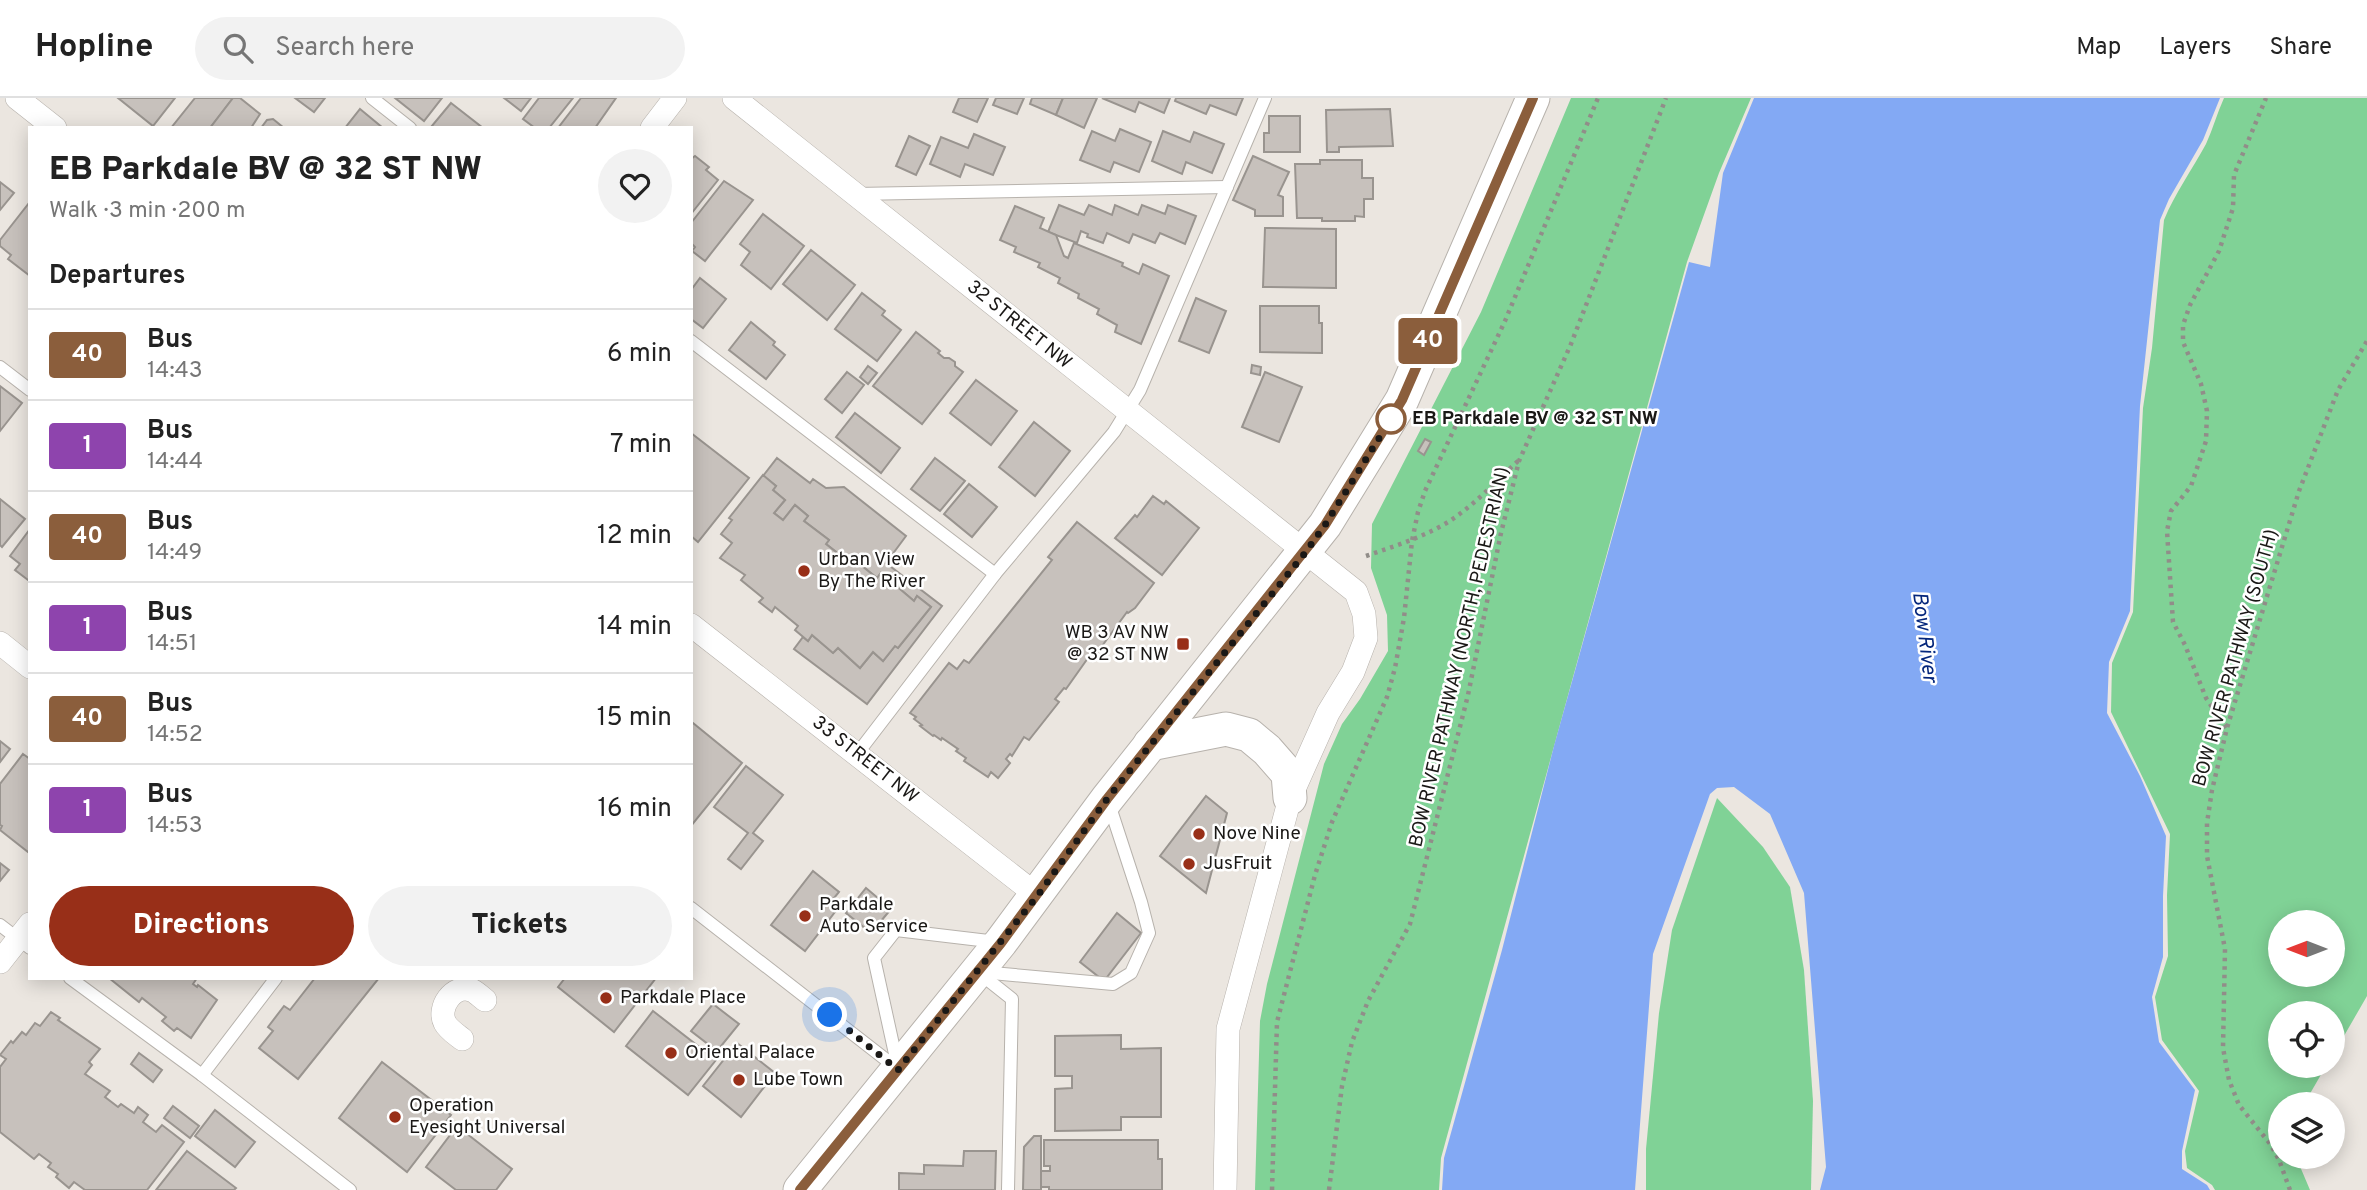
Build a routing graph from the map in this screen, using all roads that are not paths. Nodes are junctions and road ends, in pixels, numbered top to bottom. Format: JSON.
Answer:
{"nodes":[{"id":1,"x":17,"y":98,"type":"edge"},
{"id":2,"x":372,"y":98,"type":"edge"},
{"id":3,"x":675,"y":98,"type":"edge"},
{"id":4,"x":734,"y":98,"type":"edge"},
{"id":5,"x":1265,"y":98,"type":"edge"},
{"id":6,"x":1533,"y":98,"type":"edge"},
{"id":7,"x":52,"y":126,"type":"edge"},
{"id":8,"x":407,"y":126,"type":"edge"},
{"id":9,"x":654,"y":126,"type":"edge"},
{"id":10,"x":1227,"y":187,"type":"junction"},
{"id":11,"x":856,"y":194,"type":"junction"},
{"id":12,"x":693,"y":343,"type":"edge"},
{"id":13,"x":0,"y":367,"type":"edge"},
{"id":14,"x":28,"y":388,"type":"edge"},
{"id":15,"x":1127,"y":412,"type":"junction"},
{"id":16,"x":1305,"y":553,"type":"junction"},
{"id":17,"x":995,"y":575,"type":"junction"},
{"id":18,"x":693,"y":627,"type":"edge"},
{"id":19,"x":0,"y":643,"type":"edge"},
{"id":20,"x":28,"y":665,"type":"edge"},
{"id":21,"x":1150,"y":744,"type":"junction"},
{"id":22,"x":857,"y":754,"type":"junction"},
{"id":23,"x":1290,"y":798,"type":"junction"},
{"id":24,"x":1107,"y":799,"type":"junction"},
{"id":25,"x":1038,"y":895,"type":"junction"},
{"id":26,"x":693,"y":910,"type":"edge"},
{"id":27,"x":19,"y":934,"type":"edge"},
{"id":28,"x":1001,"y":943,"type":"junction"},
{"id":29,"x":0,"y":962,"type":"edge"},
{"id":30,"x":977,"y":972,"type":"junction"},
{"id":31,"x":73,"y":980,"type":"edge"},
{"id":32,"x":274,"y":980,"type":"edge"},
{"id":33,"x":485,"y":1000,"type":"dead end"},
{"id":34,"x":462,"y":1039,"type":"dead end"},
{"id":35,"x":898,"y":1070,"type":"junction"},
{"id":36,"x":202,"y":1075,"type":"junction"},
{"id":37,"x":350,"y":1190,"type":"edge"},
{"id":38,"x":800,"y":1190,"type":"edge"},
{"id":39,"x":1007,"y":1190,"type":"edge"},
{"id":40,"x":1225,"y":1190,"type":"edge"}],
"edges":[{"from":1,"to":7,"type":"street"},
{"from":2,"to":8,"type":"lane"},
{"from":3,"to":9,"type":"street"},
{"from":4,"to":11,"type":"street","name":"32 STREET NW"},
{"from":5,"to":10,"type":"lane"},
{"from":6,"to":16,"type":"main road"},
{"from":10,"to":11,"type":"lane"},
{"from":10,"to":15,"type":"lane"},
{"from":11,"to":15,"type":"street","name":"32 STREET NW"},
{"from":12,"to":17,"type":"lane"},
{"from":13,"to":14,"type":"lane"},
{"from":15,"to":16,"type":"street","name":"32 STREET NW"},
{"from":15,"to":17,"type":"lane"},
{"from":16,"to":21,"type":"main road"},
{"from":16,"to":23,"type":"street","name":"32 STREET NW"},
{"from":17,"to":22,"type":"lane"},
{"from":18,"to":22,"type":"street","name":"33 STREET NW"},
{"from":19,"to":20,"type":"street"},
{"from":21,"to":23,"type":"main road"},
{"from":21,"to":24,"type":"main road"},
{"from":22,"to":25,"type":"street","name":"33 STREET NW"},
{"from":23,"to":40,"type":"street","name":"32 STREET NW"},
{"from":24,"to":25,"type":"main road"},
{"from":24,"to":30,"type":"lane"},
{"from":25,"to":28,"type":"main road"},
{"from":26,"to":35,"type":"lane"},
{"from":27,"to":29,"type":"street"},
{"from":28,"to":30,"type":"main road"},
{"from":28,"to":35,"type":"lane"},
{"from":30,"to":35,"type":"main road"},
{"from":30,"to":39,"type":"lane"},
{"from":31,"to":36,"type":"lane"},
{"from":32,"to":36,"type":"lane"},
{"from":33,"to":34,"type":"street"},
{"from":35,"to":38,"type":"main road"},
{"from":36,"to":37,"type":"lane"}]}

★ ★ ★ ★ ★ ★ ★

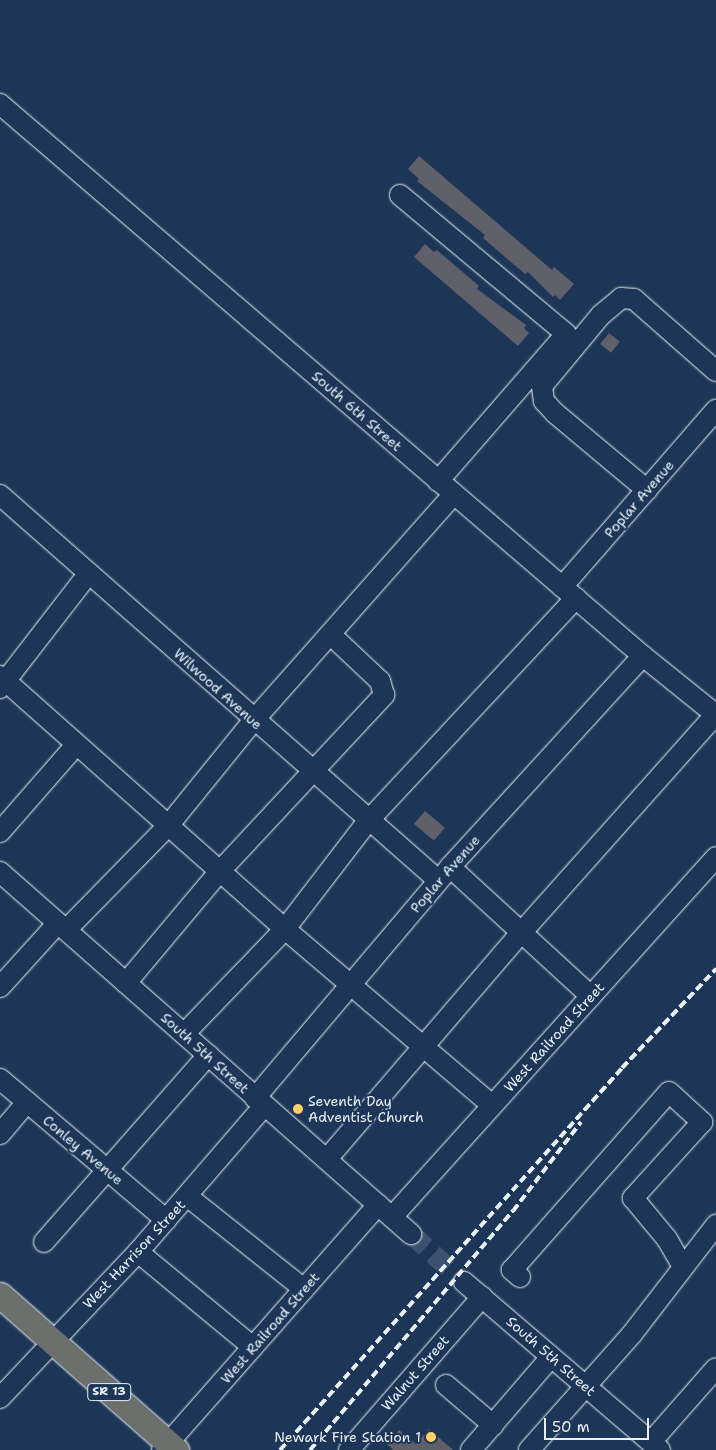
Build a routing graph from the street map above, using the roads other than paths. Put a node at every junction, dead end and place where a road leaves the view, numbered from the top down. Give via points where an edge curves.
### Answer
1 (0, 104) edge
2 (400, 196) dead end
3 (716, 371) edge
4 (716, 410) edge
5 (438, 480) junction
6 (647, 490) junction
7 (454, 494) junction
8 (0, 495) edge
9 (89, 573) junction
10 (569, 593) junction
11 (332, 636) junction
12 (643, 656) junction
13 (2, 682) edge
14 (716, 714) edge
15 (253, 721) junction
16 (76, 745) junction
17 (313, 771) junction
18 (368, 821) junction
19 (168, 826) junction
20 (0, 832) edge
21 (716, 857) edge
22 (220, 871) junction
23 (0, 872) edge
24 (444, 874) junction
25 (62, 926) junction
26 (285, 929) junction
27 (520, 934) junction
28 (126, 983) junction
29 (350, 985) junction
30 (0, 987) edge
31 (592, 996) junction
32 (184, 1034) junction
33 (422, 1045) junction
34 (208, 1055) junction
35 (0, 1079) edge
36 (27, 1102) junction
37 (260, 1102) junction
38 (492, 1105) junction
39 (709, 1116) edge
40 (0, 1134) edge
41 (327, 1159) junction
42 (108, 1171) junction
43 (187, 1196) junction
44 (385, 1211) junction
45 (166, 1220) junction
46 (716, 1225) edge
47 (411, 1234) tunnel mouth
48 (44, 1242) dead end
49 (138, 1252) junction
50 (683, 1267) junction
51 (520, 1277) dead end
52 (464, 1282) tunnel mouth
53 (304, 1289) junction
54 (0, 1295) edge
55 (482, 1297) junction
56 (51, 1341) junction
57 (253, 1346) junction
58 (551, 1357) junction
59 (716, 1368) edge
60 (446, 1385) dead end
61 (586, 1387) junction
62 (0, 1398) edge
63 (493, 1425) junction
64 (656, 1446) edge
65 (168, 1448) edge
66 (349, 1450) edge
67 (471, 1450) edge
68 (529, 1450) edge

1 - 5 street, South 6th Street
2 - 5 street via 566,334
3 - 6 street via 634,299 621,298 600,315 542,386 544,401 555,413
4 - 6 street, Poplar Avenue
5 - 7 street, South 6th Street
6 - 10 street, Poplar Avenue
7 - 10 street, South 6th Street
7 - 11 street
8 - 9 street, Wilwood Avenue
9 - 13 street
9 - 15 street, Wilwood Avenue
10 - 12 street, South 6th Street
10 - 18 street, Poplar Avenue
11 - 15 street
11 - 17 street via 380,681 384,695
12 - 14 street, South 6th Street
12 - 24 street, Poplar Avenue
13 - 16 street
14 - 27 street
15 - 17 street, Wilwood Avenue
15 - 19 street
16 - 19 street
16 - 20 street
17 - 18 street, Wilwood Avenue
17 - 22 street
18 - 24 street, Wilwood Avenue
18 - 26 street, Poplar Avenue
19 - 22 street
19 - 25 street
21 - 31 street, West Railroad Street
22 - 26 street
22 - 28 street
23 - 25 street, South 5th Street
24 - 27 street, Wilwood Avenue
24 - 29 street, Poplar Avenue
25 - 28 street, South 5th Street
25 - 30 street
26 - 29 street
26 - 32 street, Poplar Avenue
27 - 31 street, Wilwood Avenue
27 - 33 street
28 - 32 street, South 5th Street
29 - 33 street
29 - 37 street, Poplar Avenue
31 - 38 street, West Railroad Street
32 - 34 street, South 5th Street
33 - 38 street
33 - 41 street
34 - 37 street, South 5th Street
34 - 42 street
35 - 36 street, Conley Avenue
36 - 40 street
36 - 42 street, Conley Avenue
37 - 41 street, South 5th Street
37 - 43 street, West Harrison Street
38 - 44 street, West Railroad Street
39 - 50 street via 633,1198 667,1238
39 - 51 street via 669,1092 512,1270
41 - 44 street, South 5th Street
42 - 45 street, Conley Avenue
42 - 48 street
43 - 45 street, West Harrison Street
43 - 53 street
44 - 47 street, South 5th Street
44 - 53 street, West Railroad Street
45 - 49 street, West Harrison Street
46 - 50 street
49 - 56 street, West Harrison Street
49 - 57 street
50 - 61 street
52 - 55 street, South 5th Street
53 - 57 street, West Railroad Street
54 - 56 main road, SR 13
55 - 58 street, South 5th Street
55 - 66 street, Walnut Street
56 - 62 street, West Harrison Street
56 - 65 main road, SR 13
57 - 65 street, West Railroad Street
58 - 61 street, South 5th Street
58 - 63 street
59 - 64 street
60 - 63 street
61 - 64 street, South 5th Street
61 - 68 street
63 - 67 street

★ ★ ★ ★ ★ ★ ★

Report how many lines of the records above contain the word "numbered", and give only that number.

2